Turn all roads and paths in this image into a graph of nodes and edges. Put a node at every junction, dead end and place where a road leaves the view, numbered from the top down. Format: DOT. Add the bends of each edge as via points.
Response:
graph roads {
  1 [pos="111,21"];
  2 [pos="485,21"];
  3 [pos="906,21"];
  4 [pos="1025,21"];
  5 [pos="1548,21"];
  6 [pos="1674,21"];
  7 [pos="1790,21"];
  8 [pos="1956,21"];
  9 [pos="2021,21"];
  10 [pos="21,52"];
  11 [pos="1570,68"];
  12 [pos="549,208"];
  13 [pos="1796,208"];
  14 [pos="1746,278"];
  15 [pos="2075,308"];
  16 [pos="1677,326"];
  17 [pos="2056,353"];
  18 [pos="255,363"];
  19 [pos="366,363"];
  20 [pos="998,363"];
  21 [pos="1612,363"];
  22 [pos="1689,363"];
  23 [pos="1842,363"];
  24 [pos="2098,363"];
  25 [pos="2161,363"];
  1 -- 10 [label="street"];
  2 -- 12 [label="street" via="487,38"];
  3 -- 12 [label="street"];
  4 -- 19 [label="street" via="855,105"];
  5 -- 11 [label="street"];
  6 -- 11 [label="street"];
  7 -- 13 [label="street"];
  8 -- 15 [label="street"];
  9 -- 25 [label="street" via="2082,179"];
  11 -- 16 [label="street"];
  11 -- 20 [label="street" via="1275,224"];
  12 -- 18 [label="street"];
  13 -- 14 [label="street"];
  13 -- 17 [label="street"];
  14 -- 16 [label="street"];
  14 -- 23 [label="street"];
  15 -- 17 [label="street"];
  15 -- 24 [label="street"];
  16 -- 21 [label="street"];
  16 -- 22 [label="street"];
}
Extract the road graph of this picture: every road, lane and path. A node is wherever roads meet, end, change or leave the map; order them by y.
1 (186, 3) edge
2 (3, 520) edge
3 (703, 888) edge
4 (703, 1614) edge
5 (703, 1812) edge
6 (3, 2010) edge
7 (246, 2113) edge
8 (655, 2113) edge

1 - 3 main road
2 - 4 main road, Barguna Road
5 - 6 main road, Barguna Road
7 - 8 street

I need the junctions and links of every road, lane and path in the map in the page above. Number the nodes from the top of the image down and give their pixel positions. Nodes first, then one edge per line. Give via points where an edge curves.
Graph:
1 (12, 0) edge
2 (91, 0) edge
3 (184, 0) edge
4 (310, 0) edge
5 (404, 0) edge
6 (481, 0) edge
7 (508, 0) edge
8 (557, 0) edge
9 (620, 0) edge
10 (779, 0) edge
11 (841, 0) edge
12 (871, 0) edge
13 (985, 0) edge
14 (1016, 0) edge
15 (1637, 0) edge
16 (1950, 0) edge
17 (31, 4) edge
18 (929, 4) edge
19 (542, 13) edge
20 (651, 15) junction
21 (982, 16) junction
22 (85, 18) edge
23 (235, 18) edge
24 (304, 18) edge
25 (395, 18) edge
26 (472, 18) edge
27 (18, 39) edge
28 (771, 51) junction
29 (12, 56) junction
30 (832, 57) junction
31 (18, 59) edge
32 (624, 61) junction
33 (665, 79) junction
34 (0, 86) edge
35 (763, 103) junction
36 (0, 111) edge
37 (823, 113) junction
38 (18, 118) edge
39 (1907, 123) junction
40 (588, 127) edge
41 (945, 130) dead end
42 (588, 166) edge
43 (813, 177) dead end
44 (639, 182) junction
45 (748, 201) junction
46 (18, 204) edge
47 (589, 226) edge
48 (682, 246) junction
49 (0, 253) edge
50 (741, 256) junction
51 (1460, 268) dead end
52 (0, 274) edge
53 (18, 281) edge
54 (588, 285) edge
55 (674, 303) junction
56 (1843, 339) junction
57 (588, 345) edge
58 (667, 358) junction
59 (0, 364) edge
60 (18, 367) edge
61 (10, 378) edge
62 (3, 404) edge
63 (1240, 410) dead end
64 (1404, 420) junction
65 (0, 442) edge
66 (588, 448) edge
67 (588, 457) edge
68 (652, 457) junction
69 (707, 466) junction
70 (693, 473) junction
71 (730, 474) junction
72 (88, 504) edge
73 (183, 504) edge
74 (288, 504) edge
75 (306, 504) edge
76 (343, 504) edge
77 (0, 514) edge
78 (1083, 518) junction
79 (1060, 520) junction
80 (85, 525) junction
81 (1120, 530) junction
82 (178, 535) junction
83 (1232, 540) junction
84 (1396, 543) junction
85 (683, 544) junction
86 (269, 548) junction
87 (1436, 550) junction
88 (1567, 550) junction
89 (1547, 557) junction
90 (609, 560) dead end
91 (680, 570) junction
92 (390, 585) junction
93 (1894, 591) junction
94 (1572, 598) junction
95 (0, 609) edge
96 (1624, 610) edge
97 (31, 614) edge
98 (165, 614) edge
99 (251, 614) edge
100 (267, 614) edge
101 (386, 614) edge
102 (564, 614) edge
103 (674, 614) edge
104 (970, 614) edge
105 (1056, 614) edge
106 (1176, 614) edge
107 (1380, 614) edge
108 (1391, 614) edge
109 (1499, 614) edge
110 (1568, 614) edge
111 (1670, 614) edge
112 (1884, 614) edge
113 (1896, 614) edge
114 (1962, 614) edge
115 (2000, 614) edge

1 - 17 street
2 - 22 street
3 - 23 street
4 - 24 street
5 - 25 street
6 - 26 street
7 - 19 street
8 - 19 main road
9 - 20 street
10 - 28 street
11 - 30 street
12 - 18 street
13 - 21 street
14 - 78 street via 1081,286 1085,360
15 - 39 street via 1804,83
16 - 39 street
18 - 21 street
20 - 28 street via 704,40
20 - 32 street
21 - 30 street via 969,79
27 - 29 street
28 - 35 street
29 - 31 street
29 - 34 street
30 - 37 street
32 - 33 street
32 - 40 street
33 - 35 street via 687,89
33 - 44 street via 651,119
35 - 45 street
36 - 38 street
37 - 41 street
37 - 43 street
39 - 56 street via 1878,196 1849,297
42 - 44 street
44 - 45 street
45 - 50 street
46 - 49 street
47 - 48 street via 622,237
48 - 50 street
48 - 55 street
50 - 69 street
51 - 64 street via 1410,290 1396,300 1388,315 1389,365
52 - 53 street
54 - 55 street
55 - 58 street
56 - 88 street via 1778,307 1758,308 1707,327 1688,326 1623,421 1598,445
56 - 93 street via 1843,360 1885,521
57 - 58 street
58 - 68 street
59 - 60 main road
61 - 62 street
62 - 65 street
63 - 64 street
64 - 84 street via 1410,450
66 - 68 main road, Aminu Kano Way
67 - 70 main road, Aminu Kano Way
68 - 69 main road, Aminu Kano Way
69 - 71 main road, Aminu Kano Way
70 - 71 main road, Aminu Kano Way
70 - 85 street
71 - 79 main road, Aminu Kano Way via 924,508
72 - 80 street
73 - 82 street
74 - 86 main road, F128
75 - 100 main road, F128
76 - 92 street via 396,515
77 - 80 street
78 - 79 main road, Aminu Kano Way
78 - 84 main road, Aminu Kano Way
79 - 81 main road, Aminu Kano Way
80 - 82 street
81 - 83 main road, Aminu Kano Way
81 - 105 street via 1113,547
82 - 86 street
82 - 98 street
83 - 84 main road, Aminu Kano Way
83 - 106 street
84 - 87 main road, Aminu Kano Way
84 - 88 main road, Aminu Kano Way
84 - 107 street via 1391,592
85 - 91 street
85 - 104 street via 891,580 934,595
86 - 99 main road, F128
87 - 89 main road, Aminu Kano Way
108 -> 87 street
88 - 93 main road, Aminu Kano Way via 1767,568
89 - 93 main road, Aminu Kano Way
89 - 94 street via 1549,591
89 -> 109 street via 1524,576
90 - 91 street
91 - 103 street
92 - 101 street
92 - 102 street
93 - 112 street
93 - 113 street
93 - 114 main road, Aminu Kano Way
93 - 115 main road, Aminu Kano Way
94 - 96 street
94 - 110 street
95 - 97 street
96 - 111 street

══════

[What to do] Going line by line through the data, tally each one that includes the string "this", and answer with the tally only.

[Result] 2